Every Wednesday, leading up to the American Presidential elections, The Polis Project will host activists, organizers, writers, reporters, and progressive voices as a part of our Politics Podcast. They don’t just tell you what happened. They inform you of the issues, policies, and legislation that matter to their communities, beyond the headlines. This week we speak to Samia Assed, an activist from New Mexico and a Democratic Party delegate, and Azad Essa, New York-based reporter for Middle East Eye.

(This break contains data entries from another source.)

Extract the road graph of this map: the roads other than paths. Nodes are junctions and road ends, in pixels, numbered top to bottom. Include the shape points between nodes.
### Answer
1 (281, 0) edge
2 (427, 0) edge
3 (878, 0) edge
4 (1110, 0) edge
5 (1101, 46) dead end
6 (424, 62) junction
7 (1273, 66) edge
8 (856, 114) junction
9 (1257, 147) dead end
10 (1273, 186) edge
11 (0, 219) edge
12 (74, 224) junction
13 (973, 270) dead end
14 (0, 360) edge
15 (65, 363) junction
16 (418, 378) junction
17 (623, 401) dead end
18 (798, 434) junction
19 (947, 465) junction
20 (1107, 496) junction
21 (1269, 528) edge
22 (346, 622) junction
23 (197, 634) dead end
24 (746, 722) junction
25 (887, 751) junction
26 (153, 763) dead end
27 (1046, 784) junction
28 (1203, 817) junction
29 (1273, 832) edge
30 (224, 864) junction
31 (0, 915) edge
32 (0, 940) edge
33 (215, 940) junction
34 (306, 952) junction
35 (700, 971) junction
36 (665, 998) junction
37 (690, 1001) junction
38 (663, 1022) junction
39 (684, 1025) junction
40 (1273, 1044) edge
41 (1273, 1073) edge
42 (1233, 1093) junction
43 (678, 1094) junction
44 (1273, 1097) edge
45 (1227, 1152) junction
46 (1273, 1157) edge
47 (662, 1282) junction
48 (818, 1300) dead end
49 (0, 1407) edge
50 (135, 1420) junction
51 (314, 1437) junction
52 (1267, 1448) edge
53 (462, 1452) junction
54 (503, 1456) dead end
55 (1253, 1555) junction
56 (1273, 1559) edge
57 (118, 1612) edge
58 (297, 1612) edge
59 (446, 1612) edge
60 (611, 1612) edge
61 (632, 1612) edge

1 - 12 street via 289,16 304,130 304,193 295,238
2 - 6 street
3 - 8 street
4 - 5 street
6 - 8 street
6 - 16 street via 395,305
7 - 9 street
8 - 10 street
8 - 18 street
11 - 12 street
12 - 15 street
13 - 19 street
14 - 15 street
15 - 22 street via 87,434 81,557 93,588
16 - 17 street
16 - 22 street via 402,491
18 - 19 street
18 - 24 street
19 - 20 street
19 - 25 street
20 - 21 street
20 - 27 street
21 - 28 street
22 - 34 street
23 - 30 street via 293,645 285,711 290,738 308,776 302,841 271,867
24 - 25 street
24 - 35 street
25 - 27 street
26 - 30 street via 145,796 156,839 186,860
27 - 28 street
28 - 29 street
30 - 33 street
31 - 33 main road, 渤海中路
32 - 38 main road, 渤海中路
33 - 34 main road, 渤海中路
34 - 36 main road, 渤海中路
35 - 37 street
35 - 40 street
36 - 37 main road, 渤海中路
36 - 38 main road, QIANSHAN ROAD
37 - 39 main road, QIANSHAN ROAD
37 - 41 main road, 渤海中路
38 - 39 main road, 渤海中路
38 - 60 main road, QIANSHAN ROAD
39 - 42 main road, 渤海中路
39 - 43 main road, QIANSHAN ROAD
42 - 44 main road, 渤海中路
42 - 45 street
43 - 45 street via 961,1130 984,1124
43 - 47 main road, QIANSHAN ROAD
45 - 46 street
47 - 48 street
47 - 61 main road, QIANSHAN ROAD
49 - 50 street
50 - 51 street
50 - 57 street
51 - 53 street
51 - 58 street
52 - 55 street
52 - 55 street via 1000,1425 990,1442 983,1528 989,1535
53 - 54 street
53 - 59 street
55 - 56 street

Earlier this month, Middle East Eye’s New York-based reporter Azad Essa published a scathing report on Emgage, a prominent US-based Advocacy organization that claims to advocate for American Muslims. It argues that “Emgage’s rise to prominence in the 2020 US election is not a story of a group that advocates for Muslim communities, but rather of one that has served to mute their voices”. The report raises some important and difficult questions. Who gets to speak and advocate for American Muslims? In the name of having a seat at the table, do issues that matter to Muslim Americans get delegitimized by those who claim to speak on their behalf? More importantly, how these actions affect the fight against Zionist ideologies and how they have failed to acknowledge and counter the rise of right-wing Hindutva forces and their role in American elections.

The podcast is available in video and audio formats. You can listen to our last episode with Anoa Changa here.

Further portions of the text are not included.